*** Records provided ***

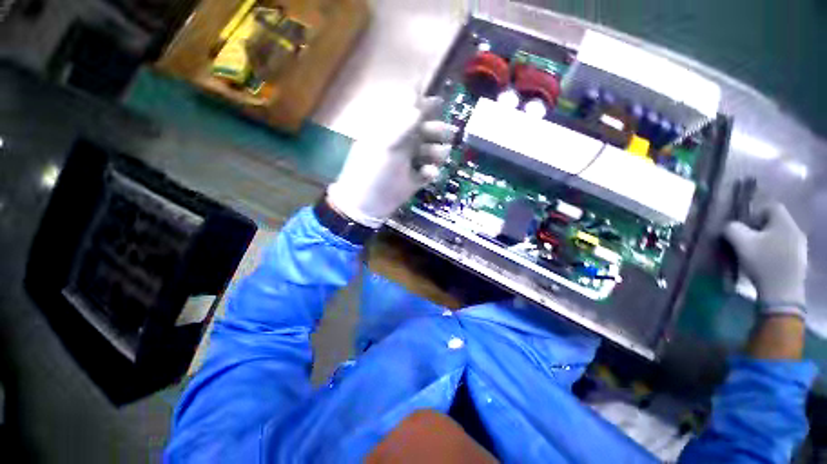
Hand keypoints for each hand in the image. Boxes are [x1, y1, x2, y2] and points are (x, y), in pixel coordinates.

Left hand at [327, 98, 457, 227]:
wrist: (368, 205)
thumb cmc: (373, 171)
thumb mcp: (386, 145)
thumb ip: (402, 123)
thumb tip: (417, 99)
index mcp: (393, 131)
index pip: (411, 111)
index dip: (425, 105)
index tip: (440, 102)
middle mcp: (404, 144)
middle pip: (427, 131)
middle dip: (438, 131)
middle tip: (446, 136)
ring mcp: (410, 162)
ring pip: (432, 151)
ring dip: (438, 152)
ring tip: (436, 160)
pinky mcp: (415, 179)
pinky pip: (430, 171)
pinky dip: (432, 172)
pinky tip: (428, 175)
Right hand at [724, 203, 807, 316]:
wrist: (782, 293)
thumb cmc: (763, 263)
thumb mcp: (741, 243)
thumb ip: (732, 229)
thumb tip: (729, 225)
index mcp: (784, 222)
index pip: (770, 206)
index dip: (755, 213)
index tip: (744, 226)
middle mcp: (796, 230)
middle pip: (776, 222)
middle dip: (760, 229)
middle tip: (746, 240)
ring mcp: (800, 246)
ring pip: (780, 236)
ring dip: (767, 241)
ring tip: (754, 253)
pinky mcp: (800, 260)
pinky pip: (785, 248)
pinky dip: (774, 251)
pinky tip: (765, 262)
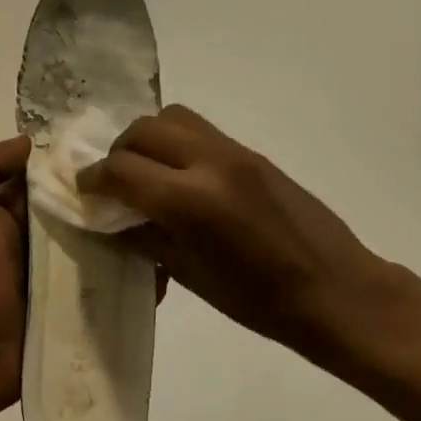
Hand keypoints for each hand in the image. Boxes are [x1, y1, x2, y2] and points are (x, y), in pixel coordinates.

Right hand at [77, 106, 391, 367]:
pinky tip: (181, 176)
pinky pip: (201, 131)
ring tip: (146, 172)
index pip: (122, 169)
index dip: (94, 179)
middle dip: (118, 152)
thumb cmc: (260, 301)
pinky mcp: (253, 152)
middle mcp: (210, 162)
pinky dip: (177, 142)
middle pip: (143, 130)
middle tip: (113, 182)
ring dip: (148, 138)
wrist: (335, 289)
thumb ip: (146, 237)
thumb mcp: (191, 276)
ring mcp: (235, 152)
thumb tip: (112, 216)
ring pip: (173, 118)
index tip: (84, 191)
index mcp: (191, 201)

*** End of Records provided ***
*** Records provided ***

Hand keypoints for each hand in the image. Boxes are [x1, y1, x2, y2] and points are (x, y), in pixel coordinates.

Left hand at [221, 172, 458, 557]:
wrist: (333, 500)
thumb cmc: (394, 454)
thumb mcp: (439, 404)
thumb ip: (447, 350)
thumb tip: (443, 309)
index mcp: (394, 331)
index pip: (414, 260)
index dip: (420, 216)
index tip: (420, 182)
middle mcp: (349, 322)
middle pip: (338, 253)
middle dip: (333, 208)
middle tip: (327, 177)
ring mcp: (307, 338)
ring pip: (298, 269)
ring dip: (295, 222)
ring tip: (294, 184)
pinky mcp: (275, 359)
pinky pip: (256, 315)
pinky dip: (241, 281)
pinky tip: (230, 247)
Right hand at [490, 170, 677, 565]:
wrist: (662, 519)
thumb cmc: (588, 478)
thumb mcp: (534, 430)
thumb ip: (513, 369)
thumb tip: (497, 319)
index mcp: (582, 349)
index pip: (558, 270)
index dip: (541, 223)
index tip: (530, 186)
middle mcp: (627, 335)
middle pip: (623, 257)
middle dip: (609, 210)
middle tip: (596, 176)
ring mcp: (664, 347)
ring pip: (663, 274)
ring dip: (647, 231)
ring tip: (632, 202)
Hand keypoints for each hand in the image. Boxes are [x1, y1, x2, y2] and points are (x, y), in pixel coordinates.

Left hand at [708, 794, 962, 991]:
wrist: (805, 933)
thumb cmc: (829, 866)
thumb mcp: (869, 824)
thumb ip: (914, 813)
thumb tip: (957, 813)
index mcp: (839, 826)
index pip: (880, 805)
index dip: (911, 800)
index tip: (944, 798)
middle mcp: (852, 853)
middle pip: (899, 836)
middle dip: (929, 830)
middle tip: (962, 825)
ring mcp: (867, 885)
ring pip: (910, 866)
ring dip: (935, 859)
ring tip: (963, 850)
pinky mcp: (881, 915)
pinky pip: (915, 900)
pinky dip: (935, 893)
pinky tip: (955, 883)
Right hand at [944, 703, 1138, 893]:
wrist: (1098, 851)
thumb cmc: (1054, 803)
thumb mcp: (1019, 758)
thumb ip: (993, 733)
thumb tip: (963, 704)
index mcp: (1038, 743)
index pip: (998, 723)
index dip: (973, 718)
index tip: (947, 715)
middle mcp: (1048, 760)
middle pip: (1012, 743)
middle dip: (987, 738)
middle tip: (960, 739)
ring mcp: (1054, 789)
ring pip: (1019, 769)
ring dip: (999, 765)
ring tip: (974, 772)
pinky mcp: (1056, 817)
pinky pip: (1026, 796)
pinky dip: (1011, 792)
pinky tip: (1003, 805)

*** End of Records provided ***
*** Records provided ***

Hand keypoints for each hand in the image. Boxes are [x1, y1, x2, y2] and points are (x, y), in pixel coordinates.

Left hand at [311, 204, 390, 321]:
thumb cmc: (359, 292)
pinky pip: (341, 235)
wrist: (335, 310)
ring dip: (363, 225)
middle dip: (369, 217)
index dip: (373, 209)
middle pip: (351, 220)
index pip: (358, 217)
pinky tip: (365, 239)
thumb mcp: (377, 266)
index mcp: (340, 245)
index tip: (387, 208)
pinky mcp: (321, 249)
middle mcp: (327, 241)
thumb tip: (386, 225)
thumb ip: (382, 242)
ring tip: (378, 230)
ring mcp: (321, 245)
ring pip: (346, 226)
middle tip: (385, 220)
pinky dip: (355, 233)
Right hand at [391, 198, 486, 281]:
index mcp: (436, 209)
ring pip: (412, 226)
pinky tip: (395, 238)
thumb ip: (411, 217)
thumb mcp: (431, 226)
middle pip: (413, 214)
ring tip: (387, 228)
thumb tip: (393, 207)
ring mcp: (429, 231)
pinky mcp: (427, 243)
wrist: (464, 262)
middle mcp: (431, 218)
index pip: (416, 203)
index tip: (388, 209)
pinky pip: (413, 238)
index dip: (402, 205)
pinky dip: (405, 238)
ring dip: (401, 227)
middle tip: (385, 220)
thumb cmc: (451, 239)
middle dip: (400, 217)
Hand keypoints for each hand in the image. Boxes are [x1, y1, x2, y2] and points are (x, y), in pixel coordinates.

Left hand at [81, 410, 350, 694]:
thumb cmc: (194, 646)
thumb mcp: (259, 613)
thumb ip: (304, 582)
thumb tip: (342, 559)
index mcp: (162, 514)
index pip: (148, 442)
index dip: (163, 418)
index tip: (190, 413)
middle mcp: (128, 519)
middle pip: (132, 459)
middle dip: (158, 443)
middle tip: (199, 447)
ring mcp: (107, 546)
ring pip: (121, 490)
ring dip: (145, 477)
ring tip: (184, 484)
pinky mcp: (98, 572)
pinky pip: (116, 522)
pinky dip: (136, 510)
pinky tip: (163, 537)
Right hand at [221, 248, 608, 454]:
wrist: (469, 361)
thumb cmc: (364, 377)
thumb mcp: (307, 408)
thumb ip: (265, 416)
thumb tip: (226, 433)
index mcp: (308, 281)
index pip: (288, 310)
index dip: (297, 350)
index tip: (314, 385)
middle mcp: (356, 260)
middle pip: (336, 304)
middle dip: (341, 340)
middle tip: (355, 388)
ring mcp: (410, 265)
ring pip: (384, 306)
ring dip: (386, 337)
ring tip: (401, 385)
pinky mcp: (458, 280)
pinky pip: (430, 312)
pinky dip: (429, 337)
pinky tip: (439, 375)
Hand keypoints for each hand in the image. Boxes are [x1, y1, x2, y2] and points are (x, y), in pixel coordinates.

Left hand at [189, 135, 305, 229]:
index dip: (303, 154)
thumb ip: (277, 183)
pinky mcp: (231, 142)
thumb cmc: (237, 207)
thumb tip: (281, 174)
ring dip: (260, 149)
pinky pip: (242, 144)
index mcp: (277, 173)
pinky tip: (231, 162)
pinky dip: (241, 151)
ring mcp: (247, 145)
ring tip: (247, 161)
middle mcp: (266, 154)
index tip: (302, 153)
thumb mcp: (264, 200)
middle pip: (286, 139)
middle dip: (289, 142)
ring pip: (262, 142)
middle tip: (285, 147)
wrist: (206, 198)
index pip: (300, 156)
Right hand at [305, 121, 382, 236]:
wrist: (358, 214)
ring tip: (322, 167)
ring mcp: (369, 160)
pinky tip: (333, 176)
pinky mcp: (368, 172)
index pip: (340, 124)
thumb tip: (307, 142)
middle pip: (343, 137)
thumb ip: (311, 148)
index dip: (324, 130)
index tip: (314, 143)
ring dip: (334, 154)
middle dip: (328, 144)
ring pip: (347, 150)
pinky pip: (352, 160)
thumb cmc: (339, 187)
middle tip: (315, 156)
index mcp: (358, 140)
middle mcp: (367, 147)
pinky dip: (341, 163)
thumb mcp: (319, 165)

*** End of Records provided ***

> To do
Copy here each line of the preceding records with "wrist" in it.

> Exercise solution
wrist: (368, 205)
wrist: (782, 293)
wrist: (335, 289)
wrist: (333, 500)
wrist: (662, 519)
wrist: (805, 933)
wrist: (1098, 851)
wrist: (335, 310)
wrist: (464, 262)
wrist: (469, 361)
wrist: (206, 198)
wrist: (358, 214)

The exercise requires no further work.